Promoting sailing for pure pleasure
Published on November 6th, 2019
by Craig Leweck, Scuttlebutt Sailing News
When it comes to sailboat racing, I do like winning over losing. I look at the rules, seek to control the variables, maximize any advantages, and then play the game. If I have an opportunity to win, I play to win.
But winning has gotten harder. Equipment improvements – better line, better sails, better instruments – raise the investment for speed. Regatta formats have evolved, requiring more training. There are reasons why the sport has shrunk.
Winning prominent championships has always been hard. It should be, but some now require massive commitment. As everybody keeps pushing the bar upwards, fewer can reach it… so they stop. The sport offers many ways to maximize the advantages.
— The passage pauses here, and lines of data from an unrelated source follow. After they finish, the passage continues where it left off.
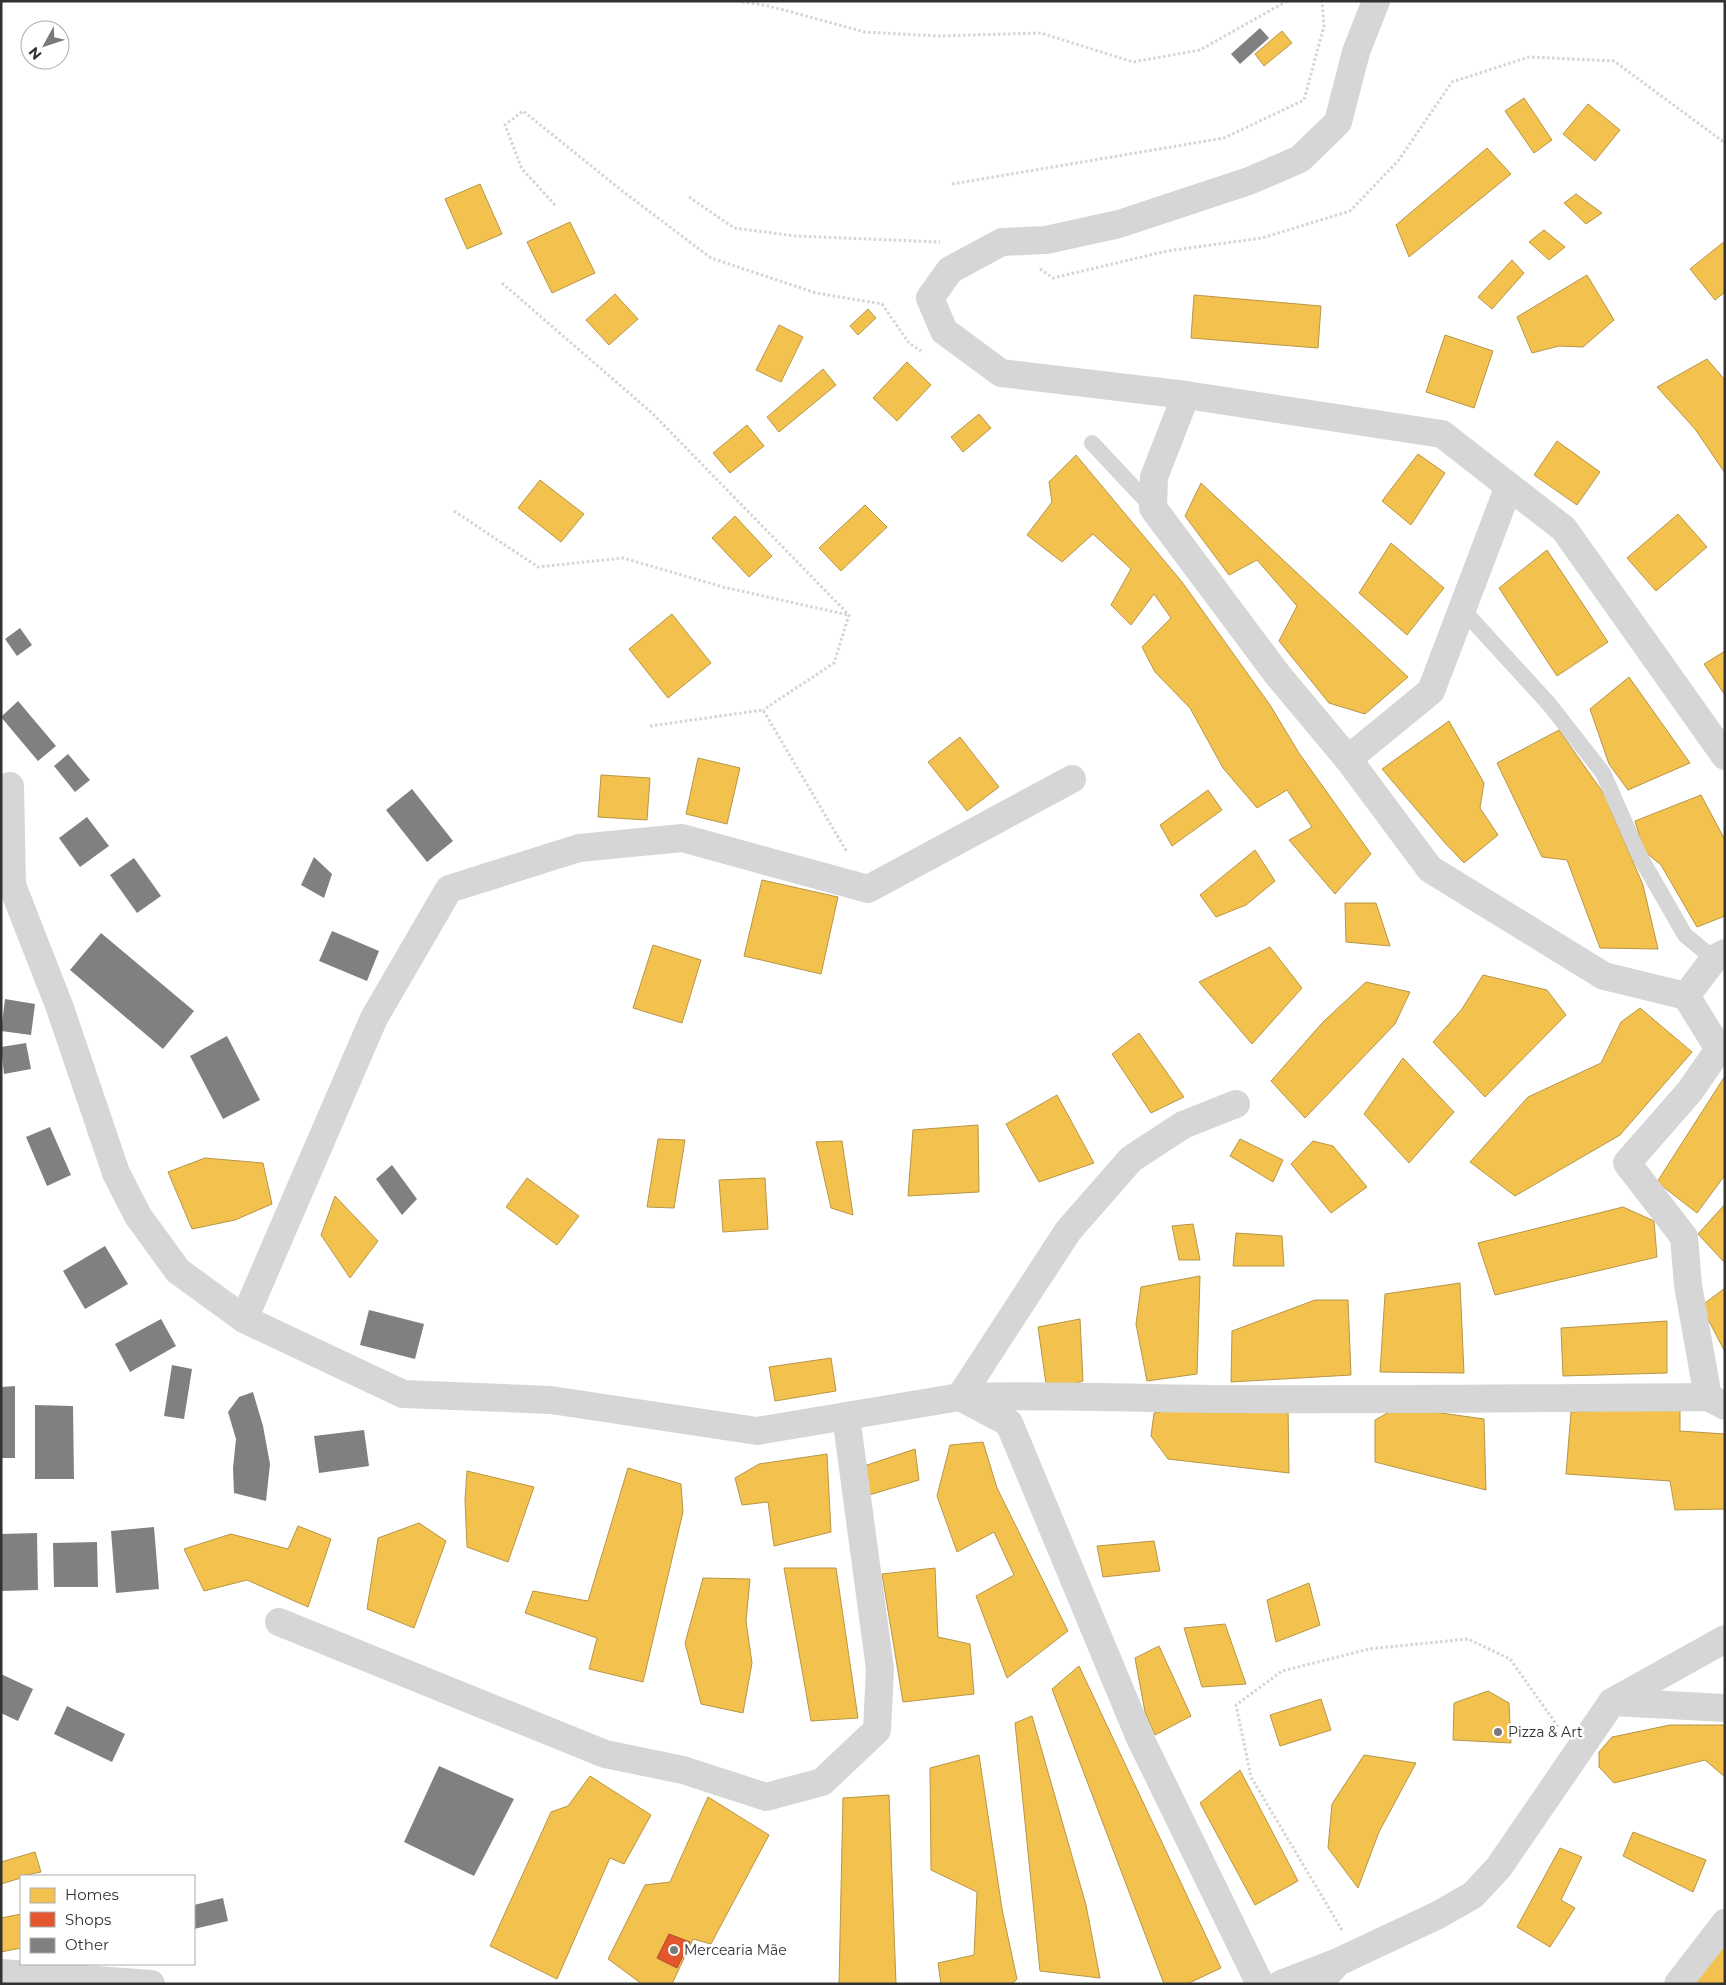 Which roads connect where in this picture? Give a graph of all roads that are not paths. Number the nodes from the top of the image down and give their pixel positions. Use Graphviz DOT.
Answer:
graph roads {
  1 [pos="1376,1"];
  2 [pos="1186,396"];
  3 [pos="1092,443"];
  4 [pos="1509,486"];
  5 [pos="1153,508"];
  6 [pos="1462,609"];
  7 [pos="1725,756"];
  8 [pos="1348,759"];
  9 [pos="1072,779"];
  10 [pos="10,786"];
  11 [pos="1720,956"];
  12 [pos="1686,996"];
  13 [pos="1236,1104"];
  14 [pos="244,1320"];
  15 [pos="960,1397"];
  16 [pos="1716,1402"];
  17 [pos="846,1416"];
  18 [pos="279,1622"];
  19 [pos="1725,1639"];
  20 [pos="1612,1702"];
  21 [pos="1725,1708"];
  22 [pos="1725,1923"];
  23 [pos="1347,1958"];
  24 [pos="1,1973"];
  25 [pos="151,1984"];
  26 [pos="1260,1984"];
  27 [pos="1282,1984"];
  28 [pos="1318,1984"];
  29 [pos="1678,1984"];
  1 -- 2 [label="street"];
  2 -- 4 [label="street"];
  2 -- 5 [label="street"];
  3 -- 5 [label="lane"];
  4 -- 6 [label="street"];
  4 -- 7 [label="street"];
  5 -- 8 [label="street"];
  6 -- 8 [label="street"];
  6 -- 11 [label="lane"];
  8 -- 12 [label="street"];
  9 -- 14 [label="street"];
  10 -- 14 [label="street"];
  11 -- 12 [label="street"];
  12 -- 16 [label="street"];
  13 -- 15 [label="street"];
  14 -- 17 [label="street"];
  15 -- 16 [label="street"];
  15 -- 17 [label="street"];
  15 -- 26 [label="street"];
  17 -- 18 [label="street"];
  19 -- 20 [label="street"];
  20 -- 21 [label="street"];
  20 -- 23 [label="street"];
  22 -- 29 [label="street"];
  23 -- 27 [label="street"];
  23 -- 28 [label="street"];
  24 -- 25 [label="street"];
}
This trend now impacts US Sailing which hosts a variety of National Championships for their membership. These events, in my opinion, offer the recreational sailor that opportunity to meet other like-minded enthusiasts from around the country for some level competition.
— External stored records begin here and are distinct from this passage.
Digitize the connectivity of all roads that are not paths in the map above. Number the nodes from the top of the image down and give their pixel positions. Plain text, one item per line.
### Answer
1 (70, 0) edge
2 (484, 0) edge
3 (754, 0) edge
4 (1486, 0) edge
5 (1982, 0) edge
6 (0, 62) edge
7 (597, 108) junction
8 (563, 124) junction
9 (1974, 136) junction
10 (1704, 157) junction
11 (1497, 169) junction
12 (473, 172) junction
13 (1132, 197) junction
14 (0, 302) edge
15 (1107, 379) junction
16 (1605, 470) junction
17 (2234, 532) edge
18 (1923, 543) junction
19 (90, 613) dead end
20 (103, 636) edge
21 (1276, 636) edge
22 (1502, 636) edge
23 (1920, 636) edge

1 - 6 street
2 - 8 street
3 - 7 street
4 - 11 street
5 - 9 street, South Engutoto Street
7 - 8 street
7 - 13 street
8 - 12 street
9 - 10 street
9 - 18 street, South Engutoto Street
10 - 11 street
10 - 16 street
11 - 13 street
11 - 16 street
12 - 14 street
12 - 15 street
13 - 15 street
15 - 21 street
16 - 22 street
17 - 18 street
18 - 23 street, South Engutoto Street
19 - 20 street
You earn an invitation through resume or regional qualifier, ensuring a high level of skill. But it was also a show-up event with limited training on hosted boats. The main advantage needed to win the event was the skill of the crew.
And that is where these events are going sideways as qualified skippers recruit elite crew and pay them accordingly. These events – in my opinion – are at risk of drifting away from their intention. For an organization rooted in supporting and growing the sport, the open event rules are putting the pinch on the recreational sailor.
I’ve been pounded at the US Youth Champs, and medaled at the Team Race Nationals and Championship of Champions, and I’ve equally liked how they bring together people from all corners of the country, mixing it up on a level field.
But times have changes, so I am revisiting a past rant for how US Sailing needs to modify the eligibility rules for their national championships, restricting participation to unpaid sailors. Examples of the contrary are growing, and if these events are to inspire interest, that is not what the influence of paid sailors does well.
The sport is proving hard to harness, but event format is powerful, and I would like to see this platform of national championships protected for people that sail for pure pleasure, thus allowing the winner to well represent the historic trophies they are seeking to win.